Have you seen the new Oregon Wine Press? This sleepy little monthly recently changed hands and the quality of writing and content is soaring. There’s even good copyediting now. Now the features are more interesting, the news is newsier, and I actually find myself interested in what the next issue will bring.
Then there’s Wine Press Northwest, which may just annoy me for its emphasis on Washington wines under the banner of the the broader northwest. It’s forgivable, the publication is based in Kennewick, WA. Hey, I’m in Oregon and equally biased toward our wines. But the WPN columnists for the most part leave me unsatisfied, and the wine reccomendations seem like wasted opportunities. Do we need write ups on wine from Domaine Ste. Michelle and Willamette Valley Vineyards? Is the readership that unadventurous? At least the latest issue bucks the trend with a pretty good cover story on new Oregon AVAs.
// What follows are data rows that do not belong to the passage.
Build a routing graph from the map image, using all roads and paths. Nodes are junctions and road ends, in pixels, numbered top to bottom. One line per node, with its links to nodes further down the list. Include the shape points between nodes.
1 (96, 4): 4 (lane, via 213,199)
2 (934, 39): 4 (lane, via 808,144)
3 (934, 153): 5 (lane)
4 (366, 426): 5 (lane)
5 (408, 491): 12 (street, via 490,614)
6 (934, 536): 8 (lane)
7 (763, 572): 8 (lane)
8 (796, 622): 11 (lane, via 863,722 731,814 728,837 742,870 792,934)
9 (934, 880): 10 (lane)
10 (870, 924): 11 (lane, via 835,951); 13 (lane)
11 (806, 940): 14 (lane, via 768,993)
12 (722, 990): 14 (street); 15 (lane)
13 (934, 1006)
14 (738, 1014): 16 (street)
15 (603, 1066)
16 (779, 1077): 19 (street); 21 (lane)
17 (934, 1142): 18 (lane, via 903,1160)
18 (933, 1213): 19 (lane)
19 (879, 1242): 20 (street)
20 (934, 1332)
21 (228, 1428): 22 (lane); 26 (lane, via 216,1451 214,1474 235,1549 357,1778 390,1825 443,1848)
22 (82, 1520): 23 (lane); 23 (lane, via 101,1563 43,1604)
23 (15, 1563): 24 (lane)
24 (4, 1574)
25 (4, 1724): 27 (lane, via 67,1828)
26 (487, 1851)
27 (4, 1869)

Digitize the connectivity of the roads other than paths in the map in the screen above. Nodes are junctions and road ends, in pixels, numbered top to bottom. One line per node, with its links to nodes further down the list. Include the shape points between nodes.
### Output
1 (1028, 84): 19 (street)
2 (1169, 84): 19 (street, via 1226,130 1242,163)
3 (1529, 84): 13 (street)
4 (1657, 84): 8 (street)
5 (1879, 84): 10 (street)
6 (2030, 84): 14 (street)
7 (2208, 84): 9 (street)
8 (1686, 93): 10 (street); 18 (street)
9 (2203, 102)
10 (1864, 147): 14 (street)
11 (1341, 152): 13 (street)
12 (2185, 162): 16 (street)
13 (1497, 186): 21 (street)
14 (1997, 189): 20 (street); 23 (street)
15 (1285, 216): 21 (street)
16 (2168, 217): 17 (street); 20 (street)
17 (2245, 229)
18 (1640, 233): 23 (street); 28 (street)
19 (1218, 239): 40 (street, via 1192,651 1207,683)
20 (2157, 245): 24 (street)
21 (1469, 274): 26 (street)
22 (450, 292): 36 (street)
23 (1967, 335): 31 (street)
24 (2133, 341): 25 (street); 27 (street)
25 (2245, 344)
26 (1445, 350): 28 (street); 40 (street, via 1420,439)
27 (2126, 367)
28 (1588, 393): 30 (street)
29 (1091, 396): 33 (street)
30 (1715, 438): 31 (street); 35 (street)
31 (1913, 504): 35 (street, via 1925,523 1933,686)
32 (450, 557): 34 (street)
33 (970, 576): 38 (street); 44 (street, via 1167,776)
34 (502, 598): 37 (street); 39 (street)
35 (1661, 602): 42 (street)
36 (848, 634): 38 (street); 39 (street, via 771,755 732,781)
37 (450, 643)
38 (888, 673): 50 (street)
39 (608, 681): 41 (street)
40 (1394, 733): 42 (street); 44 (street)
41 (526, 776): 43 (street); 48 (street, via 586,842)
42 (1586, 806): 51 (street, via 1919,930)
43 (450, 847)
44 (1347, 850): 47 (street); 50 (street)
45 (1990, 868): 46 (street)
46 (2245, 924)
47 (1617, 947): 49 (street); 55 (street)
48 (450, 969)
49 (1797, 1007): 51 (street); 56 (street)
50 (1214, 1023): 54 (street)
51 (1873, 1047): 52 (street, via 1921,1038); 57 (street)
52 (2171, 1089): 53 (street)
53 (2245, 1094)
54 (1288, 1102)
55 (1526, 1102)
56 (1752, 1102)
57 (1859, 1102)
I liked a new publication, Imbibe. It’s from Portland but does a surprisingly good job at disguising that fact. Lots of ads from across the country with features that don’t focus on the local scene too much. This magazine is about all beverages, and the premiere issue does a good job with features on Mezcal, “third wave” coffee, and, unfortunately, a mixologist. What a terrible word, and no magazine can be perfect.
Wine-wise, there’s a terrific feature on organic grape growing featuring Brick House and Evesham Wood from the northern Willamette Valley. The wine recommendations even include a Savennieres from French biodynamic guru Nicholas Joly. Talk about challenging your readership. Good stuff here, fresh without being over the top “cool.” As in, not cool. Remember Wine X? Is that even still around?
Finally, a sad note to pass on. Wine industry publications like Wines and Vines still suck. Good lord. If a space alien got ahold of the July issue, it would think wine on earth was nothing more than a vehicle to flavor with oak chips, oak stave inserts for wine tanks, oak dust, oak essence, even some screw threaded oak plugs that offer maximum flavoring in a tidy, small package. Ok, the issue theme is Oak Alternatives, so at least they’re comprehensive. But how depressing.
And yet there’s a bright spot. On nearly the last page, there’s an opinion piece from...surprise, surprise...Alice Feiring. Talk about the last person I expected to see in this issue. Alice is a terrific wine writer who has one of the better blogs. If only I could steal the whole package – her design, her writing, even her curly red hair. And here she is writing about whether or not biodynamism is just a marketing ploy in America, a way for some capitalists to charge more money for no good reason. Like with the commercialization of “organic” labelled food. Nice piece, Alice. Refreshingly unflavored with oak.